Livro de reclamações - O orçamento Photoshop
Por António Barreto
Toda a gente sabe o que é o
Photoshop: um formidável programa de trabalho com imagens. Com o Photoshop pode
fazer-se tudo, passar da cor ao preto e branco, colocar pessoas onde nunca estiveram,
incluir objectos em ambientes inesperados, dar vida aos mortos, inventar
sítios, levar pessoas a fazer de conta… Pode fazer-se o que se quer. O mar ou a
montanha de fundo, uma rua de Nova Iorque ou o planalto da Capadócia, um barco
ou um carro, uma mulher sedutora ou um homem atraente, tudo ao alcance de um
pouco de manipulação. Até se pode transformar um chinês num branco ou um sueco
num preto. Podem-se aumentar os braços e as pernas, diminuir o nariz e as
orelhas, arredondar as nádegas e desfazer rugas…
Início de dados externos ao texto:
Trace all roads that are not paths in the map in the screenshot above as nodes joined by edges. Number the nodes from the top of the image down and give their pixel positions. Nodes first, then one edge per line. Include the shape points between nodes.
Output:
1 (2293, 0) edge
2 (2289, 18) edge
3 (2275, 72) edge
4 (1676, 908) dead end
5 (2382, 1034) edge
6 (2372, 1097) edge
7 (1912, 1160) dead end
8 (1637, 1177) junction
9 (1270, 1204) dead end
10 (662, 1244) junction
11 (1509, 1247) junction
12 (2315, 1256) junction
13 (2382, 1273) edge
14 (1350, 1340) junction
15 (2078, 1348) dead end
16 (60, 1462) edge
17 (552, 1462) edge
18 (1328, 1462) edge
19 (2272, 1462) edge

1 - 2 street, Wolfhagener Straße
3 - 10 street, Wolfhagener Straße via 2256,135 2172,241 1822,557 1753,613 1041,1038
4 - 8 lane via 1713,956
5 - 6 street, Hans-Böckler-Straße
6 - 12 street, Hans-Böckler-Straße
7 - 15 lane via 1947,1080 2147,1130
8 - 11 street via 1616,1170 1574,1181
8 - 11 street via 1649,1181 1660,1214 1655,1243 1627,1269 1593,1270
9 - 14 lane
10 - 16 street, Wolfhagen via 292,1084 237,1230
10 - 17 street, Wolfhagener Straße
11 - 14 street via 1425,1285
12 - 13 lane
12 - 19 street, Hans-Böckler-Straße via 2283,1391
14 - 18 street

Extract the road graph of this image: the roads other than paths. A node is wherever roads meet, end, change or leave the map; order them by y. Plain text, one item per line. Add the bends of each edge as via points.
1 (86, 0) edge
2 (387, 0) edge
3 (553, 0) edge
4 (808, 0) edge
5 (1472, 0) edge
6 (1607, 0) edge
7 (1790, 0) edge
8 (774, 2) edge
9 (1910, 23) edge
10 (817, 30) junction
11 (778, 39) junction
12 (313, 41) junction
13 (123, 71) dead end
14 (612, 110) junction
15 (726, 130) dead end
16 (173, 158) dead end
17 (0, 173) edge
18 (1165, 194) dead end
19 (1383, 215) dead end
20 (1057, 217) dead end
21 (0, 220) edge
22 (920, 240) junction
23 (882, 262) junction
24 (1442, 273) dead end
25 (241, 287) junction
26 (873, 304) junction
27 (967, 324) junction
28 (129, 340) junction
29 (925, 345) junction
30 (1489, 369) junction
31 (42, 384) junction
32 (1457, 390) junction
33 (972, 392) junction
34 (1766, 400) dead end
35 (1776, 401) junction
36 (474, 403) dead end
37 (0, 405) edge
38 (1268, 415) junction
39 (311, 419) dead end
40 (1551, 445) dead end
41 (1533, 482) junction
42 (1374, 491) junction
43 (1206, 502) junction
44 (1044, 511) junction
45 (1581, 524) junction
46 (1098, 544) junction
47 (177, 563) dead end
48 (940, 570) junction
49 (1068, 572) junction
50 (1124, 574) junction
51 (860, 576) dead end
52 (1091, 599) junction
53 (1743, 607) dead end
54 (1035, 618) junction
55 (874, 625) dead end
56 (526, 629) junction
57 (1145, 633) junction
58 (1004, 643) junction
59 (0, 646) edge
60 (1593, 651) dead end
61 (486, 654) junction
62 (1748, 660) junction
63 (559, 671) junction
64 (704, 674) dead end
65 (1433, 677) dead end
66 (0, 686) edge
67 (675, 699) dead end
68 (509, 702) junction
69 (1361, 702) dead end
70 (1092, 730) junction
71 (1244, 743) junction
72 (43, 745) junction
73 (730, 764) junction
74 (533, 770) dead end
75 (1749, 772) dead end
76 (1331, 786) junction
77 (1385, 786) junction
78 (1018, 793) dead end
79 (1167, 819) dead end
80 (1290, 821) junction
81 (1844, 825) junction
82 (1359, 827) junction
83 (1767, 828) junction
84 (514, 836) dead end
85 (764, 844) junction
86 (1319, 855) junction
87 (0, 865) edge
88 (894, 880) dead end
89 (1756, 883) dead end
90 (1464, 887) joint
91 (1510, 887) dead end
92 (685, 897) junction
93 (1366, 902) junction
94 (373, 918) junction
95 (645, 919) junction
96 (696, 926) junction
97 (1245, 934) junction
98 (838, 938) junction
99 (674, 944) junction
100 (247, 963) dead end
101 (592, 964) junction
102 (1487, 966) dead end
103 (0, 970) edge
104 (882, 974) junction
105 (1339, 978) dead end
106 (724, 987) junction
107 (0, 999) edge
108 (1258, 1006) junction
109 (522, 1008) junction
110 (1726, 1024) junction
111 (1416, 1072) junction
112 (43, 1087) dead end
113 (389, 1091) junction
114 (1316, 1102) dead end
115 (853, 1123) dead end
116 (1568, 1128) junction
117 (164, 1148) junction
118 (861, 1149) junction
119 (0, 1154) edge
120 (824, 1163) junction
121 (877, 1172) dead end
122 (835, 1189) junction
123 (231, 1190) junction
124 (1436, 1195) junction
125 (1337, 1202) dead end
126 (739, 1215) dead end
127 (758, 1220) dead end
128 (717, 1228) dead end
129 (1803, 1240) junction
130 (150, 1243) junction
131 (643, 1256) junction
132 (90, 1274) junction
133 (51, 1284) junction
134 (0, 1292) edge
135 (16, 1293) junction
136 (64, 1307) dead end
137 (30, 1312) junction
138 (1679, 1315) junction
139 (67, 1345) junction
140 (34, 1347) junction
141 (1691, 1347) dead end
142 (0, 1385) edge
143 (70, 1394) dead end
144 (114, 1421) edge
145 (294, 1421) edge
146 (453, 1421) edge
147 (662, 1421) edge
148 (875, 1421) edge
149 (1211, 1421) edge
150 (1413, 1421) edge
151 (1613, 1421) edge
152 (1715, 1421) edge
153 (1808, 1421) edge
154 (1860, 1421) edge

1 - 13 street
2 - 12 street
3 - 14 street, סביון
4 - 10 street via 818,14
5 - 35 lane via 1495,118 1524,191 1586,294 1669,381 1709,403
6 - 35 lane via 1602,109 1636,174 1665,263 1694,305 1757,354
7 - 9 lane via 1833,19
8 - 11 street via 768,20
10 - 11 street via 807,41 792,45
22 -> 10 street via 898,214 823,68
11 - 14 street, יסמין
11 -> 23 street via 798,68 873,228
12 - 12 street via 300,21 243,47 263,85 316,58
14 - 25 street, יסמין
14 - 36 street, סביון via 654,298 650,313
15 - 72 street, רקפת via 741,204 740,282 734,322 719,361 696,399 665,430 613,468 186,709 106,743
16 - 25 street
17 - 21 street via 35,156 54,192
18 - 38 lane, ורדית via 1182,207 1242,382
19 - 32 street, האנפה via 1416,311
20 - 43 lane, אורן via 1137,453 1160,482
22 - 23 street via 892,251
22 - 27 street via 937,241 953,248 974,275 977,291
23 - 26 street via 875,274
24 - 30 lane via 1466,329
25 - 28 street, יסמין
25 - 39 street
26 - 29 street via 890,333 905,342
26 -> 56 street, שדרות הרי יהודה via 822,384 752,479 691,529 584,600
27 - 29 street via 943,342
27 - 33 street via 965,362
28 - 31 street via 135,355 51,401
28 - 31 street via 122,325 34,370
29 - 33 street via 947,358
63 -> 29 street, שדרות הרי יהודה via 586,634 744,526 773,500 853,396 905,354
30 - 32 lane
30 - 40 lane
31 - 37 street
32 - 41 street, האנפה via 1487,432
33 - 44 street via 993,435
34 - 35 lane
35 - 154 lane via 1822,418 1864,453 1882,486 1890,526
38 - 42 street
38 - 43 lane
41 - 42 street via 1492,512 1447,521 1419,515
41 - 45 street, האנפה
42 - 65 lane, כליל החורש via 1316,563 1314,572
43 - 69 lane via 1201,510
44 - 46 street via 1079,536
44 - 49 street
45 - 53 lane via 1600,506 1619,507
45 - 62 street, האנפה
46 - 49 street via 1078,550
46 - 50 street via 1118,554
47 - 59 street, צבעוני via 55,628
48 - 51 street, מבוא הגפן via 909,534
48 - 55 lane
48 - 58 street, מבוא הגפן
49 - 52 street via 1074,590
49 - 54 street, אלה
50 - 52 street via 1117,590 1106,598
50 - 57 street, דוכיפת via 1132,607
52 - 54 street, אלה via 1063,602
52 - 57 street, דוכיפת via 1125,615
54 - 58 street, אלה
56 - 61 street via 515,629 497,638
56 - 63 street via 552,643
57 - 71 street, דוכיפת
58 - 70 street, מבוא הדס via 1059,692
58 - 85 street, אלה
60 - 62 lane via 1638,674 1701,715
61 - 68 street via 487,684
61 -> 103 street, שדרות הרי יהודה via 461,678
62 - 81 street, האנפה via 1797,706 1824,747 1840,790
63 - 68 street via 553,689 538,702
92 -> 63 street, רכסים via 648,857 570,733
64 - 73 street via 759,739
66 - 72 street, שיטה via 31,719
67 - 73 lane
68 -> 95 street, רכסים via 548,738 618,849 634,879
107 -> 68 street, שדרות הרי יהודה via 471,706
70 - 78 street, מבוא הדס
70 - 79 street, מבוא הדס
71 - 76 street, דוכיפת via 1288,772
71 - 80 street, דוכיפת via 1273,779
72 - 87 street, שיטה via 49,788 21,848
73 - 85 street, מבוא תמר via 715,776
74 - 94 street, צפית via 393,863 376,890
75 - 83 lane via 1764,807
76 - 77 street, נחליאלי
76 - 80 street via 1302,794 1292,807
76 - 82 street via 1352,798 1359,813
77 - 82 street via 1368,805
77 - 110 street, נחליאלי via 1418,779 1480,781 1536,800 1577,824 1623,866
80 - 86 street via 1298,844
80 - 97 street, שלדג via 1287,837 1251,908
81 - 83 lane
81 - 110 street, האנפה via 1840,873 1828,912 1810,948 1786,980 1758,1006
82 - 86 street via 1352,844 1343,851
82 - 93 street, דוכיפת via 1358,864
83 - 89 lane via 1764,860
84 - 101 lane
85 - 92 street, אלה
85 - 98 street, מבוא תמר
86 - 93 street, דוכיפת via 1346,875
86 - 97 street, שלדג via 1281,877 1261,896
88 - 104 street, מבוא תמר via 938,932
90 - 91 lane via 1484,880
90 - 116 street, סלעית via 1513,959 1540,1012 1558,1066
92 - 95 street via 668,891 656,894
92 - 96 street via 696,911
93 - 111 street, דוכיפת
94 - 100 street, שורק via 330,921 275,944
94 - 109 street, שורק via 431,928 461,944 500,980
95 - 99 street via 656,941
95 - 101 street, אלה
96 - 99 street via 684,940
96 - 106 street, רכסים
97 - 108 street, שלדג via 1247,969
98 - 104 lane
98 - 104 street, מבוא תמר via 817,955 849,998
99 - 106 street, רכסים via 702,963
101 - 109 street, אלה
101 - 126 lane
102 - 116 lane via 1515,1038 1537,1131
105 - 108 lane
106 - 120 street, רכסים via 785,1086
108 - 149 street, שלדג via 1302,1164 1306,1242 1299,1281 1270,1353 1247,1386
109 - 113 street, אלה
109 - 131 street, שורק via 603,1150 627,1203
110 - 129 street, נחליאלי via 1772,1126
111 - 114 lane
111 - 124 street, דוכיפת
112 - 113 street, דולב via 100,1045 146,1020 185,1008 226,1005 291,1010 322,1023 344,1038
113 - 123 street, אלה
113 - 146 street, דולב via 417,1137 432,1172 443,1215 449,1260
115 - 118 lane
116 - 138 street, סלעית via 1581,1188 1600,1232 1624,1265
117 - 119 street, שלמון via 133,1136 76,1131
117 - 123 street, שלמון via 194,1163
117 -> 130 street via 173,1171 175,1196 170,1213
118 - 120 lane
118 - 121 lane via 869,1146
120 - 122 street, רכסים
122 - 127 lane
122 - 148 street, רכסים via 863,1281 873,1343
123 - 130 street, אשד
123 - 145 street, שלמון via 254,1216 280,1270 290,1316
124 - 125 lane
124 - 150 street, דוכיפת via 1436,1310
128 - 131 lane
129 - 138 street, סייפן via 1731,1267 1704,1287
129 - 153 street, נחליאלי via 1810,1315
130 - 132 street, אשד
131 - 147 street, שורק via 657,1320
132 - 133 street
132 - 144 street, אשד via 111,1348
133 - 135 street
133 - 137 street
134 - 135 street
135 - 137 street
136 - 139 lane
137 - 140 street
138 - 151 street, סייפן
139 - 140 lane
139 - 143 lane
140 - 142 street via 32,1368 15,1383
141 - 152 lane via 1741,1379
É com um Photoshop que está a ser
feito o orçamento de Estado para 2016. Põe um bocadinho de défice a mais, a ver
se pega. Tira umas poeiras de dívida, talvez se arranje. Reduz a sobretaxa,
aumenta o desconto, diminui o IVA, anda lá com um escalão de IRS. Vamos ver o
que dá. Mau, diz o Bloco. Péssimo, grunhe o PCP. Não chega, rosna a UE.
Volta-se atrás. Põe lá uns pozinhos no PIB, dá um cheirinho na inflação,
empurra um ponto na exportação, talvez sirva. A UE diz que não. O Bloco garante
que está a passar as marcas. O PCP declara que isto não estava no acordo. A
impoluta Unidade Técnica de Apoio Orçamental alerta: este orçamento não pode
ser cumprido. O Conselho das Finanças Públicas torce o nariz e afirma que o
orçamento não tem em consideração os riscos relevantes da actual situação. A
empresa de rating DBRS, a única que permite que Portugal vá buscar dinheiro ao
BCE, adverte que talvez Portugal desça de escalão. Vamos lá outra vez. Mexe um
pouco no PIB, tira o IVA, deixa o IRS, desce a taxa, sobe a sobretaxa, põe
tabaco, tira combustíveis, aperta a pensão, esfrega o salário mínimo, dá cá um
pouco de inflação, toma lá TSU… Bela maneira de fazer um orçamento.
DN, 31 de Janeiro de 2016
Etiquetas: AMB
2 Comments:
No estado em que está o país deve ser extremamente difícil fazer um orçamento.
Com os políticos que temos, mais difícil ainda.
Talvez fosse importante, pensarmos renegociar a dívida...e, mais importante ainda a Europa rever os tratados.
O autor tem razão e alguma graça. Não sei se pretende transmitir a ideia de que normalmente não é assim, se é isso, não está a ser rigoroso porque os Orçamento do Estado em Portugal sempre foram feitos, pelo menos desde que eu tenho conhecimento, como mero "texto" da rábula na AR. Lembro-mo de um orçamento do tempo do rigorosíssimo Catroga em que o orçamento de funcionamento da Seg. Social se esgotou em Julho!!